PROBLEM DESCRIPTION:
The response must contain every line below in which "above" appears.

Stored data entries:
****************************************

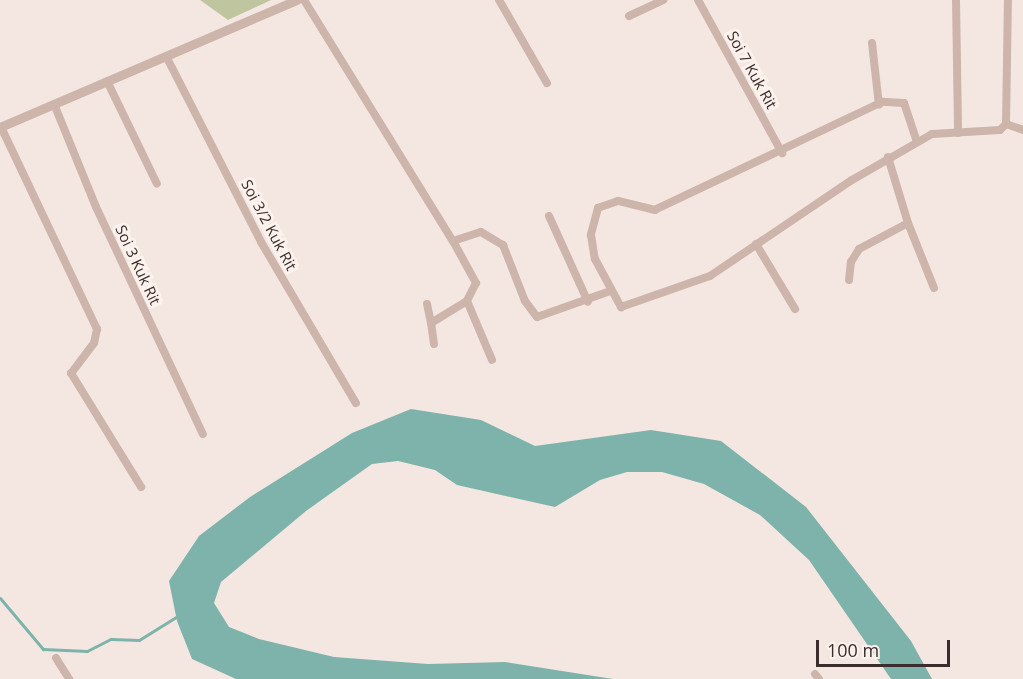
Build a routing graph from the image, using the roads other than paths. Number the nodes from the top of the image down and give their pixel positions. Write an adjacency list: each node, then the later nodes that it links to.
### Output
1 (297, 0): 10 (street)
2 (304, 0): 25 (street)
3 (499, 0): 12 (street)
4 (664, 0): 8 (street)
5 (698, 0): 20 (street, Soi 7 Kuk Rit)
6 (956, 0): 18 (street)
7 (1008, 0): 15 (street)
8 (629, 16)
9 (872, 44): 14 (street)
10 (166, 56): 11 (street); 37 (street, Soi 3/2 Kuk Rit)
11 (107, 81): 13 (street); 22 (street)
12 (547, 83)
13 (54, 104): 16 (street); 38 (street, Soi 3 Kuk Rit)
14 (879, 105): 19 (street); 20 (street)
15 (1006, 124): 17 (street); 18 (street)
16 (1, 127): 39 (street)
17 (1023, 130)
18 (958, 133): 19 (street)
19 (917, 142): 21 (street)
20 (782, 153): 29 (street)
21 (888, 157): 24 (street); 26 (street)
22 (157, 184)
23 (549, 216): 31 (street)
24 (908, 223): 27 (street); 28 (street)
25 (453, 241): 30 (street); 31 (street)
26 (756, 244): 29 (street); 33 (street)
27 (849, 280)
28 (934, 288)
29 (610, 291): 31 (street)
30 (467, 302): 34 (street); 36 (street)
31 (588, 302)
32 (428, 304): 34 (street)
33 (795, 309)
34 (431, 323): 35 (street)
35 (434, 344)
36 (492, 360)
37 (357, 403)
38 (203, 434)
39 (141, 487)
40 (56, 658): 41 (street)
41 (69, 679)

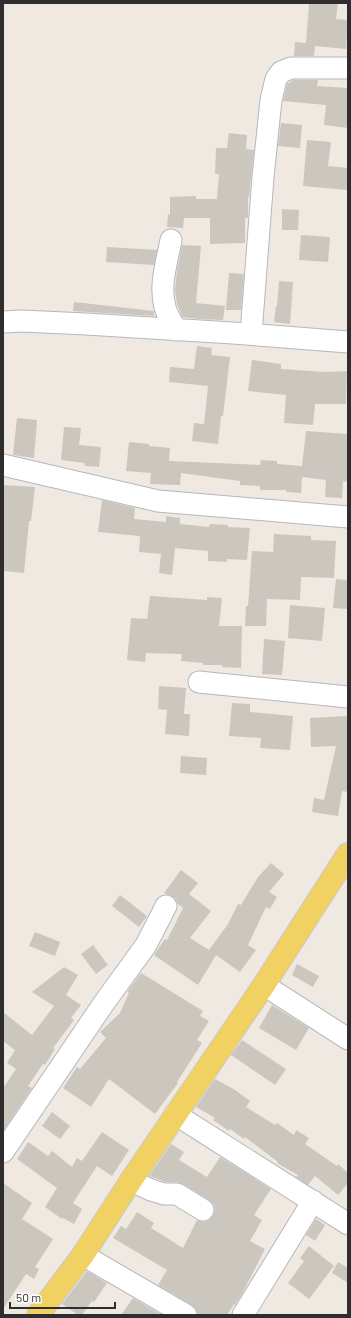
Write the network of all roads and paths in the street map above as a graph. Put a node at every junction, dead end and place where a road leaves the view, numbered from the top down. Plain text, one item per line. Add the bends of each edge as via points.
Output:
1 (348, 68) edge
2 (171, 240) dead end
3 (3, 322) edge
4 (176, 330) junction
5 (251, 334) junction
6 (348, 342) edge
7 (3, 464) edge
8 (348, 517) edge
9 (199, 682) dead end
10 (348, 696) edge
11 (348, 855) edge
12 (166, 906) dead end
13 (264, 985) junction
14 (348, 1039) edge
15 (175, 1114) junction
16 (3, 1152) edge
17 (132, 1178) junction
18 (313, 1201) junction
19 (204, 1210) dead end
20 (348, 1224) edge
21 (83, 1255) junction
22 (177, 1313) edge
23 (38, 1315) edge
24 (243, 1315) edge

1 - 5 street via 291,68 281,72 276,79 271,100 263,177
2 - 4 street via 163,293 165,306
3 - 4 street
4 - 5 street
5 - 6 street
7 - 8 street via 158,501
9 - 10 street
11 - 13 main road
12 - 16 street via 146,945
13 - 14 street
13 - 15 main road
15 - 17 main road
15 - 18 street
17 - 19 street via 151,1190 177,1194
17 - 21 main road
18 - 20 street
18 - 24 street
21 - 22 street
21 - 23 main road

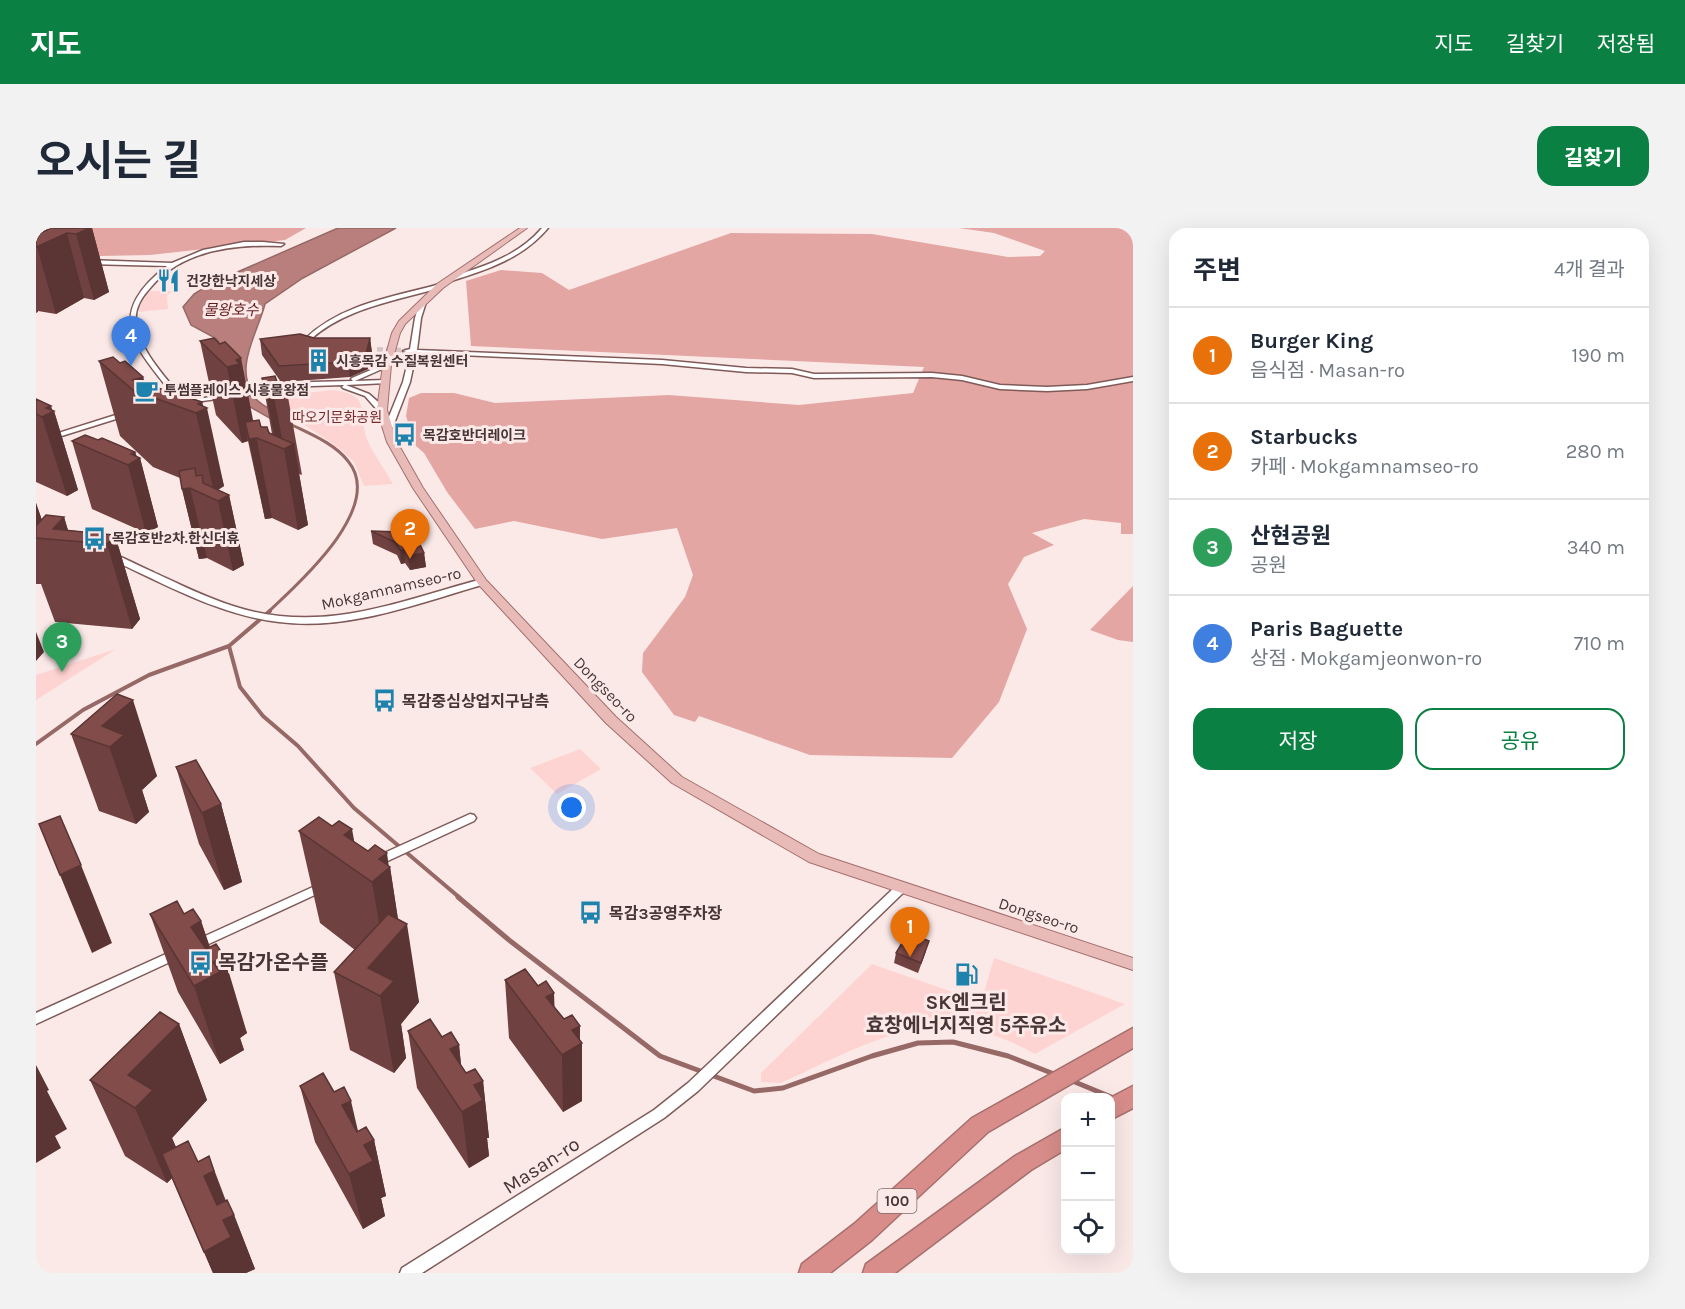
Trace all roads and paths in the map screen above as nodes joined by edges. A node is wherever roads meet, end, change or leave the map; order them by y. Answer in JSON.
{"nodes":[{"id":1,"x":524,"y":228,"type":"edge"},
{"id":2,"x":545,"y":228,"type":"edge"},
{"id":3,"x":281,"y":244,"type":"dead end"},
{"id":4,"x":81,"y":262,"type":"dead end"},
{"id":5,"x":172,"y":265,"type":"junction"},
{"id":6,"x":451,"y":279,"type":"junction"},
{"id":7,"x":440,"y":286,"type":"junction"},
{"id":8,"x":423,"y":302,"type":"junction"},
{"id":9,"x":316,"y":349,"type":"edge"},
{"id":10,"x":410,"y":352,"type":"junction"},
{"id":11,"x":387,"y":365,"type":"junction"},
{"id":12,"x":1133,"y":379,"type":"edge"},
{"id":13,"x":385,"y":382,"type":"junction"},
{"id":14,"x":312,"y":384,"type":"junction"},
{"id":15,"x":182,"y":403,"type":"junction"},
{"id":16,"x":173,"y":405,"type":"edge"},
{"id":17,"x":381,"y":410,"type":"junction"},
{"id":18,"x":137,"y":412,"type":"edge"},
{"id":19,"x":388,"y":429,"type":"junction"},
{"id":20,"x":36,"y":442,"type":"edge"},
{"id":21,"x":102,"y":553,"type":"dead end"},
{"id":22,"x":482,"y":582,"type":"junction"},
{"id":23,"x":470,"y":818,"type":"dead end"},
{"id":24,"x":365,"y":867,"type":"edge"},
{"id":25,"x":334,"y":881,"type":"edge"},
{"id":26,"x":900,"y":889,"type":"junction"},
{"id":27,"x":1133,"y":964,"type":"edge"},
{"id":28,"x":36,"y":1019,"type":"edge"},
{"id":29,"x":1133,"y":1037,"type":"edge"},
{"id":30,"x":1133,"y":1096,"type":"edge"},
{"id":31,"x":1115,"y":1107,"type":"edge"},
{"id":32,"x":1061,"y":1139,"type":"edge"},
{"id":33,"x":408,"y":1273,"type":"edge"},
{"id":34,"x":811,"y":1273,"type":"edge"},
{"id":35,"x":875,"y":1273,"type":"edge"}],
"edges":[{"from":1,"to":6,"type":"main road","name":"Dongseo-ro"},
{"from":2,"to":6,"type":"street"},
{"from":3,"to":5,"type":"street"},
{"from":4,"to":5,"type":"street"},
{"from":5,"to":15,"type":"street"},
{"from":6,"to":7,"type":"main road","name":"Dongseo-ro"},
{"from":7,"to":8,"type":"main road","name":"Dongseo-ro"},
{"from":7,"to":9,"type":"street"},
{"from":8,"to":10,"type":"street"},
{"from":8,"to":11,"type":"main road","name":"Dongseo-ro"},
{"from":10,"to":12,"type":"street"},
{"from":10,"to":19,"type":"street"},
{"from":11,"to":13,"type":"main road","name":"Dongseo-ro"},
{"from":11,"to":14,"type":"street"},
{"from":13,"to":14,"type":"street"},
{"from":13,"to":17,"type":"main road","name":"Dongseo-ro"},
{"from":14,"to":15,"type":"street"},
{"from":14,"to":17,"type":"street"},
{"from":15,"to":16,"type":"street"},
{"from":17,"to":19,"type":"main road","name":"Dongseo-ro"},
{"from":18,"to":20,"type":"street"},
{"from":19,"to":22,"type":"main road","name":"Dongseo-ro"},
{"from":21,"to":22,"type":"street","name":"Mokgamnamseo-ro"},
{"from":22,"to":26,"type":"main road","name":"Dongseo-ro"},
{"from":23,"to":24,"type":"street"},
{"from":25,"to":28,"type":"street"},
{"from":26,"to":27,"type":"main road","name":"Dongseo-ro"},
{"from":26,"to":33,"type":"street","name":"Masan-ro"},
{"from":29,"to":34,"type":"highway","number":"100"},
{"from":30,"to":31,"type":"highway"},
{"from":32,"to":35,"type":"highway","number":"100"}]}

****************************************

ANSWER SECTION:
Write the network of all roads and paths in the street map above as a graph. Put a node at every junction, dead end and place where a road leaves the view, numbered from the top down. Plain text, one item per line. Add the bends of each edge as via points.
Trace all roads and paths in the map screen above as nodes joined by edges. A node is wherever roads meet, end, change or leave the map; order them by y. Answer in JSON.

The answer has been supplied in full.